Desde 2008, o órgão federal tenta implantar novamente os redutores na rodovia. No entanto, os antigos processos licitatórios foram suspensos por força de liminar na Justiça pelas empresas concorrentes.
Para o trecho urbano que corta Ipatinga estão previstos o retorno dos avanços de sinais, os redutores eletrônicos de velocidade (vertical e horizontal) e os radares conhecidos como “pardais”. Ainda de acordo com o Dnit, alguns equipamentos já existentes podem ser reativados.
O retorno dos equipamentos representa uma iniciativa para minimizar os impactos causados pela alta velocidade dos veículos que trafegam pela rodovia que corta o município.

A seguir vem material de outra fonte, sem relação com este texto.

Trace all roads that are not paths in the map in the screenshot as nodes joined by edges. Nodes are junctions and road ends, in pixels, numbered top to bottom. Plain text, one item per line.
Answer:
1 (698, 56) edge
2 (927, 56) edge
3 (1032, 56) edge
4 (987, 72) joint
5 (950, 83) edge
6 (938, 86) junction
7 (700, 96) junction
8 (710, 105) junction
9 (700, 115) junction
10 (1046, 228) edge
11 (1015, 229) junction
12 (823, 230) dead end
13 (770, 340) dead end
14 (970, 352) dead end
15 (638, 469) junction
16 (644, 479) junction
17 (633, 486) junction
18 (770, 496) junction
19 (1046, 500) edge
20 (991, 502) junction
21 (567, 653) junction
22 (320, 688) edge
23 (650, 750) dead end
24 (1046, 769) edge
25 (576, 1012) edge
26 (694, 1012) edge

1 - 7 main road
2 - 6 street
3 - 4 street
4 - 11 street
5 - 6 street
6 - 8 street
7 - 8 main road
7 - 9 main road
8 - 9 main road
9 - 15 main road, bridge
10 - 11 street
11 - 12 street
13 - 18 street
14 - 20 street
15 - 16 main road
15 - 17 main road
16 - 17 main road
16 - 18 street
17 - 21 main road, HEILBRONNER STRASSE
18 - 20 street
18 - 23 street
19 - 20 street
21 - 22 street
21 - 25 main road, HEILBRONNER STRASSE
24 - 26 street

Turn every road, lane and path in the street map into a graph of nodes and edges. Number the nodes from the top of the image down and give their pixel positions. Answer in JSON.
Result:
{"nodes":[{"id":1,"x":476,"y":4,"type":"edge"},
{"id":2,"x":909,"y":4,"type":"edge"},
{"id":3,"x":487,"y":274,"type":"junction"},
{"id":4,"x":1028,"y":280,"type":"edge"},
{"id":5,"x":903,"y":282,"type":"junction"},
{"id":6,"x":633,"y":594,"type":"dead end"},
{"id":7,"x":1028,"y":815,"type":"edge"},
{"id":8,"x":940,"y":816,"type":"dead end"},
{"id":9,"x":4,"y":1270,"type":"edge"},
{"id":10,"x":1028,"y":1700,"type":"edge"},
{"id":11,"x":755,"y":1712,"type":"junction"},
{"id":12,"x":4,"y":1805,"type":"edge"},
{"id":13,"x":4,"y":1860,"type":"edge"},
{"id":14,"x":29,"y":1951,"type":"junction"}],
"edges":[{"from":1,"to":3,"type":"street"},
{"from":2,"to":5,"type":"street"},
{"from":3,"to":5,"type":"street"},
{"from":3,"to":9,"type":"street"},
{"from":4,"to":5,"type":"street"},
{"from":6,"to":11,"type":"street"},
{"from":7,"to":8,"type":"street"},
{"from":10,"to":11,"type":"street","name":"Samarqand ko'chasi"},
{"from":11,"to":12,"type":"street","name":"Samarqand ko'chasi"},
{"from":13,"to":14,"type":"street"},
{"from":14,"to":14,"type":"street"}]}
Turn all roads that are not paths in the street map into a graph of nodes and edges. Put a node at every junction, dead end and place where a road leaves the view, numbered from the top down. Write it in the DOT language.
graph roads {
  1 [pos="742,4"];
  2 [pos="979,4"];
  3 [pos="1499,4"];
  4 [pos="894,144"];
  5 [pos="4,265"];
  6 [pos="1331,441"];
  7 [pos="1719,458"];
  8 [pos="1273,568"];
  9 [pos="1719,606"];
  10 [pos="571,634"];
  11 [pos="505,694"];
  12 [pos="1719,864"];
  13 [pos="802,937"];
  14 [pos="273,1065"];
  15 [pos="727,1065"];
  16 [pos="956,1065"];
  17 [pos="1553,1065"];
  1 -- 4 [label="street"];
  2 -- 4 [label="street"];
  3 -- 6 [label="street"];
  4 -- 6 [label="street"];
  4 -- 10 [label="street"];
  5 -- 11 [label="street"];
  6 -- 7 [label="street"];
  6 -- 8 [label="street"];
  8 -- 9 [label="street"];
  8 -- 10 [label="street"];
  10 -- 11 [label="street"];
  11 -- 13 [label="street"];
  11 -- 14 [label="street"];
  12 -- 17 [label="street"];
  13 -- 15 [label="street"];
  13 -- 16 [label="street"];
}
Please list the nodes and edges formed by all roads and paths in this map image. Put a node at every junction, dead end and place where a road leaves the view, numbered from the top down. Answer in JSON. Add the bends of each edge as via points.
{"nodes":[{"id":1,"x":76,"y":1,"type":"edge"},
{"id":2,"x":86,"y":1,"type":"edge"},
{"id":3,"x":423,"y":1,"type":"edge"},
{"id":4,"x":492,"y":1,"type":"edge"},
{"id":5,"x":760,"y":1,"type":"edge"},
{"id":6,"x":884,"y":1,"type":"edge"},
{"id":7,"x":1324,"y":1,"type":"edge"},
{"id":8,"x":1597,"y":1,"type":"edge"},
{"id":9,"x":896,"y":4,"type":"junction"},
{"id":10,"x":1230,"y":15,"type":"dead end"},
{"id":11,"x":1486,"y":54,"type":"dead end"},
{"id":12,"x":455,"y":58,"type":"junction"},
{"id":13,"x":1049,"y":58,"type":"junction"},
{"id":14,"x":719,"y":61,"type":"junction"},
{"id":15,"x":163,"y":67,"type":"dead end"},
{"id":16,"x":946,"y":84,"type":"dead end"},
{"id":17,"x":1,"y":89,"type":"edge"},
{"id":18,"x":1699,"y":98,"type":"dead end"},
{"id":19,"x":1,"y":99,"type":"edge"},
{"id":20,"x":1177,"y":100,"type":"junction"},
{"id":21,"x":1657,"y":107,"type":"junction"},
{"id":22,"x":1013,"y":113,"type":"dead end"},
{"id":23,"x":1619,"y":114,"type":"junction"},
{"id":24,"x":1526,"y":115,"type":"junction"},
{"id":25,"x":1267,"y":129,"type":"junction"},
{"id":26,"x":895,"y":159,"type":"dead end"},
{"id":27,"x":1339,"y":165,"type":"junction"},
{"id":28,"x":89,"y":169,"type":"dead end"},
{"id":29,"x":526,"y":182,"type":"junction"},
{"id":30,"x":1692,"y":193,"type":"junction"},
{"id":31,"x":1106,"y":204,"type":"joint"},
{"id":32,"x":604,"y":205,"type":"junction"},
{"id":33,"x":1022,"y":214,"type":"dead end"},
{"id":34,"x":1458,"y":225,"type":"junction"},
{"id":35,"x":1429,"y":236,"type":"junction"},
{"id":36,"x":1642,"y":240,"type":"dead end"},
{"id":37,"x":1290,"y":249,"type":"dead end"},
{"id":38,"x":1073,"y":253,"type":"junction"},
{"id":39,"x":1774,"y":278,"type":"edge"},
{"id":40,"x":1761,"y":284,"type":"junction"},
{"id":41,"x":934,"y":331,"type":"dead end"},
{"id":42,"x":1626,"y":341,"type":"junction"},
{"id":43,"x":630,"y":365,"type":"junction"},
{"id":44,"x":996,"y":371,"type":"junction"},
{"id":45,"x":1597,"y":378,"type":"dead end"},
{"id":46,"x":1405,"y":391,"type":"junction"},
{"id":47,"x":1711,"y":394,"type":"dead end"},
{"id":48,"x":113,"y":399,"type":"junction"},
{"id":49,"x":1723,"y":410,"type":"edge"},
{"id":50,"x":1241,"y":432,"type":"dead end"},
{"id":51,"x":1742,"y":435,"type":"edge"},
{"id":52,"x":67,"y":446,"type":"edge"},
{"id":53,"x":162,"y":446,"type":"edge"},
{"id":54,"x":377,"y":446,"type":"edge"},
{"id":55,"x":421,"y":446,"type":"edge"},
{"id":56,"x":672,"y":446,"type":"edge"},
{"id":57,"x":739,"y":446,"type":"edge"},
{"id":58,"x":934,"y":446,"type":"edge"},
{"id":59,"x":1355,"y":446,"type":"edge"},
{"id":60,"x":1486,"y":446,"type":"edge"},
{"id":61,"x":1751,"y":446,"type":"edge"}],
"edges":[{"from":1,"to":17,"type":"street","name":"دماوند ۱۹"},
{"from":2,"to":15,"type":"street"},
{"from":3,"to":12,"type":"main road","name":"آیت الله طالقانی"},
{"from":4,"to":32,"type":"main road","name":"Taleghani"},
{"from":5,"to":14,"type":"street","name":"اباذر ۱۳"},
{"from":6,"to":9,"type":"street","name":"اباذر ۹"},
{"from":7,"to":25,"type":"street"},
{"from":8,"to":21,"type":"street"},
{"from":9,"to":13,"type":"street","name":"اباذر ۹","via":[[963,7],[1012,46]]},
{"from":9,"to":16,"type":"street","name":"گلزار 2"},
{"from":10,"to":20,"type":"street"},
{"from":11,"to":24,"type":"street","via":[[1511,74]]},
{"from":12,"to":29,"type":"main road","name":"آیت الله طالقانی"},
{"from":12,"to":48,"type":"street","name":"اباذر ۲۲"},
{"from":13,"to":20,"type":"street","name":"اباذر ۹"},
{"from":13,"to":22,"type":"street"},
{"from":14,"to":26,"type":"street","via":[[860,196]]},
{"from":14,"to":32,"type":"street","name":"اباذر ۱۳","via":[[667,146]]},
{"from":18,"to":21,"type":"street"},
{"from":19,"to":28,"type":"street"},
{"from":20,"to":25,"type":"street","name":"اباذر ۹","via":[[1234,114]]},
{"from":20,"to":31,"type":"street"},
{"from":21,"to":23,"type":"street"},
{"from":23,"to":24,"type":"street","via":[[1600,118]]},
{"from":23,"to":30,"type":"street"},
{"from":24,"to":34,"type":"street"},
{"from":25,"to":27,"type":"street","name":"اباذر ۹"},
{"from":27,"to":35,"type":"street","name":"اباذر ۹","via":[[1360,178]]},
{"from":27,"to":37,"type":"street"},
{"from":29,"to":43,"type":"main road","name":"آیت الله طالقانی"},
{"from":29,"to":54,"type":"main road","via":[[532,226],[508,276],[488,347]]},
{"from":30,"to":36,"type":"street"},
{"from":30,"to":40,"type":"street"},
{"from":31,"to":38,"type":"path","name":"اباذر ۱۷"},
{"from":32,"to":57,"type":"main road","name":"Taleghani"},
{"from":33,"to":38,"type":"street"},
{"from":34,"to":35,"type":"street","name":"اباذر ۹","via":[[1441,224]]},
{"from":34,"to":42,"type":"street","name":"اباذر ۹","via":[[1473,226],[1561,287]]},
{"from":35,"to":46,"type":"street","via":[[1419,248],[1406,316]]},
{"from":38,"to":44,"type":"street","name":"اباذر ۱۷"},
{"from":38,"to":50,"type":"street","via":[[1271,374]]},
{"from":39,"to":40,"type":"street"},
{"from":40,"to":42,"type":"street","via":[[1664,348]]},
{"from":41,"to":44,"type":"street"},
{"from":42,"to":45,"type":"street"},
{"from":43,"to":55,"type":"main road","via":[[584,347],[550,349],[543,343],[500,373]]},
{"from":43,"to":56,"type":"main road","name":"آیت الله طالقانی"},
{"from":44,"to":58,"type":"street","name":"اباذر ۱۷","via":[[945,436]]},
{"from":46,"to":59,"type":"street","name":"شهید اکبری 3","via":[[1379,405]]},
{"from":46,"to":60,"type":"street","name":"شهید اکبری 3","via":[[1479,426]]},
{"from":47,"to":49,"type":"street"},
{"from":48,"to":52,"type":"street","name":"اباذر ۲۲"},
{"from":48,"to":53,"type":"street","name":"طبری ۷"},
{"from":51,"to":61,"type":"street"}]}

A periculosidade no trecho é alta e tem causado mortes. O último acidente ocorreu no sábado passado (15), quando um aposentado de 71 anos morreu atropelado. Ele tentava atravessar a rodovia ao descer em um ponto de ônibus.
Travessia
Em setembro do ano passado, o DIÁRIO DO AÇO publicou uma reportagem apontando as dificuldades que os pedestres têm para atravessar as duas pistas da BR-381. Um dos trechos considerados mais perigosos é o que fica próximo ao Hotel Panorama Tower.
Para que os pedestres possam transpor a pista com segurança, é necessário andar cerca de 300 metros onde existe uma passarela. Mas, nesse trajeto existe um viaduto que não dispõe de passagem para pedestre.
Alguns preferem não colocar a vida em risco e passam pelo canteiro, dando a volta pelo viaduto sobre o contorno que dá acesso ao bairro Iguaçu, como é o caso do lubrificador de veículos Weverton Feliphe.
“É melhor passar por baixo do viaduto a correr perigo atravessando essa BR”, diz. O mecânico de manutenção, Jaílson Máximo Soares, 20 anos, conta que, em horários de pico, chega a esperar até 20 minutos para conseguir uma chance para atravessar sem correr riscos. “Ninguém vai até a passarela, porque é muito longe e ainda tem que passar pelo viaduto”, pontua.
Operador de pátio de uma borracharia, José Belarmino, 55 anos, conta que em sete anos já presenciou vários acidentes na rodovia. “Neste período já vi sete pessoas morrerem. Eu acho que deveriam colocar uma passarela aqui”, sugere.